**Provided data:**
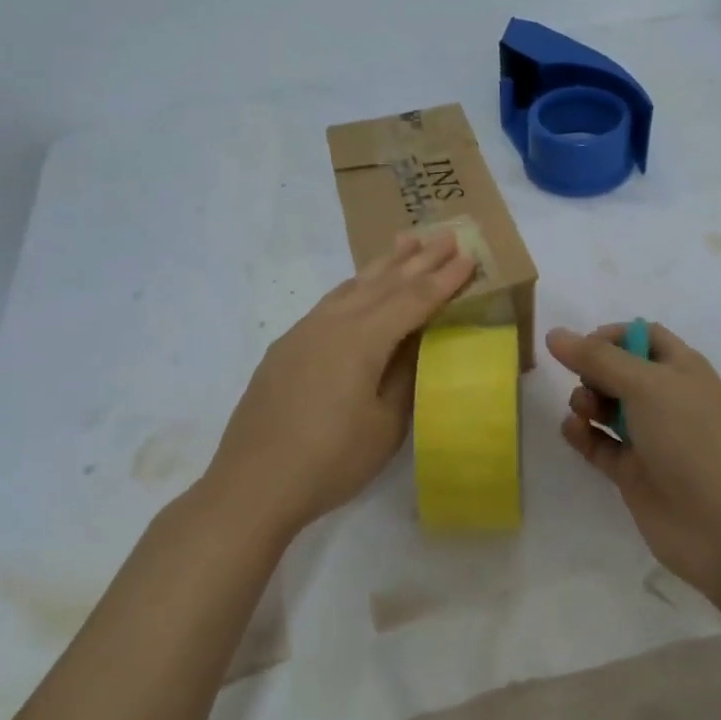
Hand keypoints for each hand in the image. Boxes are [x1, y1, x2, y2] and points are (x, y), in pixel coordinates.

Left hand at [208, 231, 474, 536]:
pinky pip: (330, 302)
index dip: (443, 280)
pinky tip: (359, 286)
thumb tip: (420, 343)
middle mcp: (332, 324)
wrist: (253, 484)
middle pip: (383, 283)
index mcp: (361, 340)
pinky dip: (355, 286)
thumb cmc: (331, 460)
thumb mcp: (385, 424)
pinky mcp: (287, 347)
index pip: (412, 300)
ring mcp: (304, 332)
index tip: (468, 257)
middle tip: (444, 235)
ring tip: (405, 242)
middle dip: (417, 260)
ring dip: (383, 265)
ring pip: (352, 286)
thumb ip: (405, 376)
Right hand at [547, 321, 720, 597]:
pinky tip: (573, 430)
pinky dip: (583, 435)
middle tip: (585, 383)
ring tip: (583, 411)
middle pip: (619, 371)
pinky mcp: (634, 473)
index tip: (582, 347)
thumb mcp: (645, 385)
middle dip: (593, 371)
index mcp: (681, 369)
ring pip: (607, 408)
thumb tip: (555, 334)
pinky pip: (600, 445)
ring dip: (586, 402)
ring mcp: (651, 438)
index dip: (611, 336)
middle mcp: (666, 399)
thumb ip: (596, 358)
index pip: (642, 337)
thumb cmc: (690, 438)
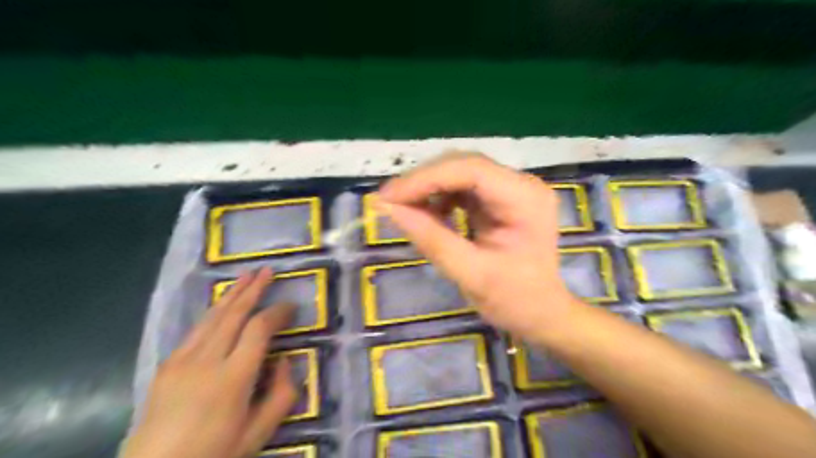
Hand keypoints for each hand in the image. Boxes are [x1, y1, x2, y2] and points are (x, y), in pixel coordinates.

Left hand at [120, 271, 297, 457]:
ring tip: (247, 275)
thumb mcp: (258, 434)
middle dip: (253, 289)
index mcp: (233, 379)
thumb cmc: (214, 454)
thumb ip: (282, 395)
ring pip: (212, 316)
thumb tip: (286, 361)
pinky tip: (222, 305)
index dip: (277, 312)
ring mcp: (182, 361)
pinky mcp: (167, 365)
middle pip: (234, 314)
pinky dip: (214, 312)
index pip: (259, 329)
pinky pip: (196, 330)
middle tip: (268, 270)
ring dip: (232, 293)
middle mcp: (206, 361)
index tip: (290, 306)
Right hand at [379, 153, 574, 336]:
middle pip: (464, 165)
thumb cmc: (515, 300)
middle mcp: (522, 184)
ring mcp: (512, 189)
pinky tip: (429, 215)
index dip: (425, 178)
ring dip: (429, 188)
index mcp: (525, 199)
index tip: (389, 197)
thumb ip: (431, 238)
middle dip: (423, 182)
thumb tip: (389, 209)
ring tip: (404, 210)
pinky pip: (464, 187)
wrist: (543, 313)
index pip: (470, 169)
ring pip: (460, 173)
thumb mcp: (470, 274)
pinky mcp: (502, 199)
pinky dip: (440, 197)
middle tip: (389, 202)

**Your goal:**
Beginning at the line that has "ring tip: (583, 411)" and ending at the line that has "index pip: (259, 329)", restate the listing above word for word, pictures left out.

**Worked solution:**
ring tip: (583, 411)
middle pip: (619, 371)
pinky mcp: (634, 473)
index tip: (582, 347)
thumb mcp: (645, 385)
middle dip: (593, 371)
index mcp: (681, 369)
ring pip: (607, 408)
thumb tip: (555, 334)
pinky pip: (600, 445)
ring dip: (586, 402)
ring mcp: (651, 438)
index dip: (611, 336)
middle mcp: (666, 399)
thumb ip: (596, 358)
index pip: (642, 337)
thumb cmc: (690, 438)
Hand keypoints for each hand in the image. Boxes are [x1, y1, x2, y2] and points are (x, y), in pixel coordinates.

Left hand at [120, 271, 297, 457]:
ring tip: (247, 275)
thumb mcp: (258, 434)
middle dip: (253, 289)
index mcp: (233, 379)
thumb cmc: (214, 454)
thumb ip: (282, 395)
ring pip: (212, 316)
thumb tip: (286, 361)
pinky tip: (222, 305)
index dip: (277, 312)
ring mcp: (182, 361)
pinky mcp: (167, 365)
middle pip: (234, 314)
pinky dip: (214, 312)
index pip: (259, 329)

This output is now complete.